I love to cook. It’s a fact. But when i meet someone that loves to cook as much as i do, guess what we do. WE COOK. For days, literally.
And we tend to use each occasion as an excuse to cook. Saturday we made a great dinner for our girlfriends and yesterday we baked.

This year i’ve got an awesome english teacher : he’s fun and wants us to speak as much as possible. So whenever we want we can plan to talk about a topic; and this week Maud and i decided to plan a cookie swap for the english class.

We made :
- perfect chewy chocolate chip cookies (following MY recipe but with some changes - see below)
- melting brownies
- gingerbread snowflakes

Perfect milk chocolate chip cookies
Just a short note: thank you Maud for helping improving my cookie recipe.
Indeed this time the cookies were exactly what i wanted them to be; which means as chewy as mine were, but also *thick*.
They were a pure delight.
Slighty crispy outside and oozing inside. With big chunks of milk chocolate. Yum delicious !

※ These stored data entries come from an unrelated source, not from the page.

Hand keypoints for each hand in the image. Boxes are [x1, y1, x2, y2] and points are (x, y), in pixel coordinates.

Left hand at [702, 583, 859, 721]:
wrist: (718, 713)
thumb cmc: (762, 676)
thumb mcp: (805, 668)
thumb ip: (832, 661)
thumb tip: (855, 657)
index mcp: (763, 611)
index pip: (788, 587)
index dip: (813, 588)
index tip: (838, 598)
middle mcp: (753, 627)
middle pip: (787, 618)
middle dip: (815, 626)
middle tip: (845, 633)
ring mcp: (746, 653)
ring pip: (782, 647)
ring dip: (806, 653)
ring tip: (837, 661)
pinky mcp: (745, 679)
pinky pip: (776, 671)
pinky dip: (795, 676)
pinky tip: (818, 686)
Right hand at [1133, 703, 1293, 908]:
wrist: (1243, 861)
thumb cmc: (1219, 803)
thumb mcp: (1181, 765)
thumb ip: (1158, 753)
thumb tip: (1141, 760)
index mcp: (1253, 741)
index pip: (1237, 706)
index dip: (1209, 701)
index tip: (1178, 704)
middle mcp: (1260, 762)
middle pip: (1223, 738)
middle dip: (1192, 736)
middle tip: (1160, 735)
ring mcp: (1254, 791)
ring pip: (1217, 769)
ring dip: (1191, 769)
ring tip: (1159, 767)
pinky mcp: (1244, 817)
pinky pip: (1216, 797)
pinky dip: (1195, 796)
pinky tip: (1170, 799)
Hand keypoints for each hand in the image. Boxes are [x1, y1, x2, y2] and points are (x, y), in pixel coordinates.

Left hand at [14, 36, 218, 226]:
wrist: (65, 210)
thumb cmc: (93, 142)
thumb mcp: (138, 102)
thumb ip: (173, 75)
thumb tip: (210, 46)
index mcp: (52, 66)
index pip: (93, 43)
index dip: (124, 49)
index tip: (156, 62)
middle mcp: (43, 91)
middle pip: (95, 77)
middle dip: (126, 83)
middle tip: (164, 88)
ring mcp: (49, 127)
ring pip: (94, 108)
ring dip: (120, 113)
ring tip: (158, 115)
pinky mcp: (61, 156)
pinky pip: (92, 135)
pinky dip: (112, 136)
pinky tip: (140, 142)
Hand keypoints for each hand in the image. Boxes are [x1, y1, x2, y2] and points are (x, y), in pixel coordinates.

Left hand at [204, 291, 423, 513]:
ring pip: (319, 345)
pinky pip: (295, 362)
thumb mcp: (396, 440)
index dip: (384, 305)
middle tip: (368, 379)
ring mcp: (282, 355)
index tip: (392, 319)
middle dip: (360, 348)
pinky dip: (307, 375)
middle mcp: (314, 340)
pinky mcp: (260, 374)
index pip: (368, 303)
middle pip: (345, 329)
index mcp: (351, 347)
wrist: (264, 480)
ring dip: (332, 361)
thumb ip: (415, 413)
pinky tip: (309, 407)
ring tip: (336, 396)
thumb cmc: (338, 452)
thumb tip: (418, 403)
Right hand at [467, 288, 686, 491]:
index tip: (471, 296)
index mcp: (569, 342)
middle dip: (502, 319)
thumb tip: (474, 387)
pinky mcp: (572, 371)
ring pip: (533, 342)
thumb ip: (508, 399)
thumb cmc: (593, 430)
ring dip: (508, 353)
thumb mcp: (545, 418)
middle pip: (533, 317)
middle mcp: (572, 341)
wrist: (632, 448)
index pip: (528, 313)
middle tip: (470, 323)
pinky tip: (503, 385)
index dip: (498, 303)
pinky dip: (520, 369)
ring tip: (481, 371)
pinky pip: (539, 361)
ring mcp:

You can find the recipe here, but i’ll give you some good (and new) tips:
- we used 1 1/2 cup caster sugar and 1 1/2 cup light muscovado sugar: increasing the muscovado sugar ratio helps the cookies getting chewier and with a lovely golden colour.
- we replaced the butter by vegetable shortening as we did not have enough butter. I think it might have an influence on the texture but truth to be told i prefer my cookies with a great butter taste. So i think the kind of fat you use don’t have much influence.
- but what’s important is not to add the fat melted as my first recipe stipulated but cold and diced. So what i do now is: first put flour, baking powder, sugars and vanilla seeds in a bowl. Add the butter (cold and diced) and rub it into the flour mixture. Add the eggs. Add the chocolate chips (here we used milk chocolate chip only).
The dough won’t be as smooth as the old one, it’ll be more like a pate sablée [shortcrust pastry]. So you’ll have to form small disks of 1/4 cup worth and 2cm thick.


Melting brownies
We used the recipe from Nigella Lawson’s Feast : snowflaked brownies but leaving out the white chocolate chips.
We ended with delicious plain brownies, perfectly cooked.
Maud prefered to reduce the sugar to 300g, but i think that 350g (as stipulated in the recipe) wouldn’t have been too much. Blame my sweet tooth for that.

Gingerbread cookies
Due to popular request (*Tiphaine*), i’ll write down the recipe we used to make these wonderful gingerbread cookies.
Just remember these are better the day after they are made.

Festive gingerbread
From Delicious(december), page 178
makes 18 (but we made at least 36 - small shapes)

380g plain flour
1 tbsp ground ginger (we used cinnamon instead)
1 tsp mixed spice
125g unsalted butter (we used vegetable shortening - no flavour modifications)
175g dark muscovado sugar
1 medium egg, beaten
4 tbsp maple syrup (we used honey)

Preheat the oven to 190°C.
Sift the flour, ginger and spice into a bowl. Rub the butter and ugar, removing any sugar lumps. Stir in the egg and maple syrup and mix well.
Tip onto a floured surface and roll out to 5mm thick.
Cut out shapes using festive cookie cutters and place on a baking tray lined with baking parchment. Bake 10-12 minutes. Remove from the oven and cool on a rack. Decorate with icing (see the recipe for royal icing here.
Keep on an airtight box until the next day.